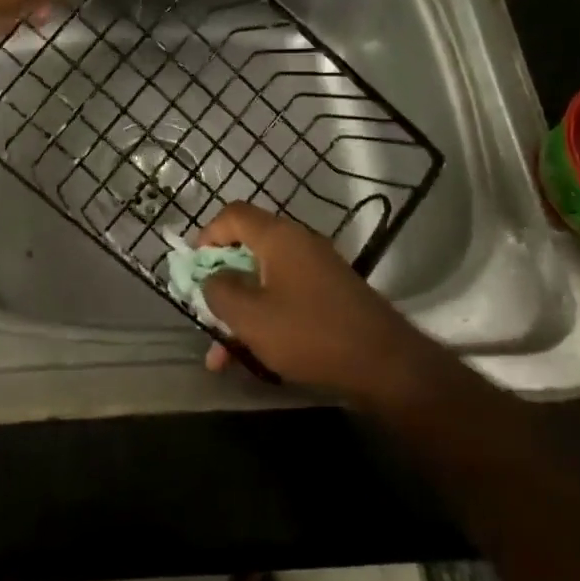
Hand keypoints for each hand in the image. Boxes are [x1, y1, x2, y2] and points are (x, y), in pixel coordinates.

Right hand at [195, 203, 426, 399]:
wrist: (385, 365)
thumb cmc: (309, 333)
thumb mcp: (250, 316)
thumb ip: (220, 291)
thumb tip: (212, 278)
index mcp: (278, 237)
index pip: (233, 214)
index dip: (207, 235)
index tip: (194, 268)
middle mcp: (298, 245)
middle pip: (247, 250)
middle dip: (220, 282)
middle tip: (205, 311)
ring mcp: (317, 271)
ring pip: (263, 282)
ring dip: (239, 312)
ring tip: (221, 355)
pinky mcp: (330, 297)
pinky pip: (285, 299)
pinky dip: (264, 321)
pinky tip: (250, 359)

+===+

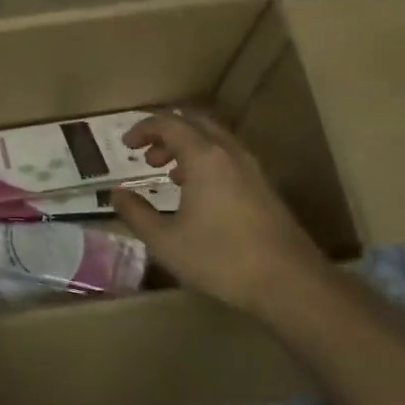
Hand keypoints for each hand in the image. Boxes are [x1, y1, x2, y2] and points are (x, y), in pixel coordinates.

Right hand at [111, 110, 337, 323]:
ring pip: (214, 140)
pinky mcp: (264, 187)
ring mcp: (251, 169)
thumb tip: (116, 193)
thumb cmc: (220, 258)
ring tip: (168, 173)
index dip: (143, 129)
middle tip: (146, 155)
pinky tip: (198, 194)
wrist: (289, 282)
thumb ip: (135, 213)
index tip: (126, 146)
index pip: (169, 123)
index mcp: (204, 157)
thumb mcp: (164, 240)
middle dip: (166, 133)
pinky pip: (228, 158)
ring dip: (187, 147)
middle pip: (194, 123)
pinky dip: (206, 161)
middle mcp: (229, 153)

+===+

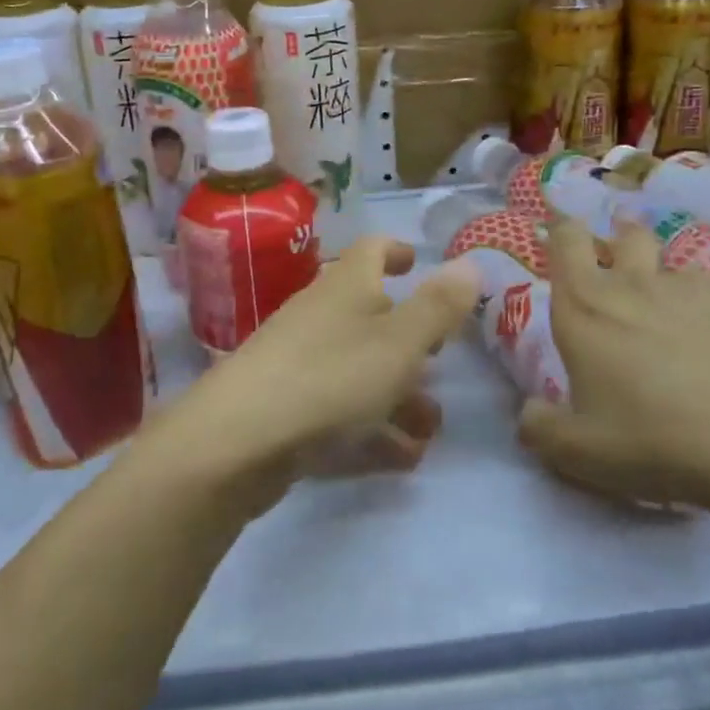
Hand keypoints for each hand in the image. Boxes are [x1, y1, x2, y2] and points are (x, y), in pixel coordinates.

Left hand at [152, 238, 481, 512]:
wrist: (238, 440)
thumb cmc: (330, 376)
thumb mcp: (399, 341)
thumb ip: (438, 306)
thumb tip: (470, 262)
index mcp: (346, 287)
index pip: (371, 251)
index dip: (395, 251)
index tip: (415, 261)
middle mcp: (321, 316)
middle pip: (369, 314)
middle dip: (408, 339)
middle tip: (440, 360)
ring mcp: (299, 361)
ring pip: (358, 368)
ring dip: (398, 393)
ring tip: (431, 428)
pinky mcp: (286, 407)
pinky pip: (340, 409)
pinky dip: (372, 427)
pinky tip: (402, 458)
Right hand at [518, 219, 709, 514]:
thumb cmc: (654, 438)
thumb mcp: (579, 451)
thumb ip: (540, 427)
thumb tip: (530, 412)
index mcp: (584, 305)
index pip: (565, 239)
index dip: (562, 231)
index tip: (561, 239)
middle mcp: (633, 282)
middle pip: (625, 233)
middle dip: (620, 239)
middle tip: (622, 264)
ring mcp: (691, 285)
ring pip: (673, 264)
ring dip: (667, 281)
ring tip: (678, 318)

+===+

Required work ->
In the data above, find the line with "wrist: (385, 365)" and the line with "pinky tip: (250, 359)". Retype both, plus every line between them, exactly.

Solution to the problem ->
wrist: (385, 365)
thumb cmc: (309, 333)
thumb mcp: (250, 316)
thumb ip: (220, 291)
thumb tip: (212, 278)
index mcp: (278, 237)
index pip: (233, 214)
index dip: (207, 235)
index tip: (194, 268)
middle mcp: (298, 245)
middle pip: (247, 250)
middle dip: (220, 282)
middle tip: (205, 311)
ring mcp: (317, 271)
ring pip: (263, 282)
ring dip: (239, 312)
ring tip: (221, 355)
pinky mcp: (330, 297)
pinky pip: (285, 299)
pinky dip: (264, 321)
pinky tip: (250, 359)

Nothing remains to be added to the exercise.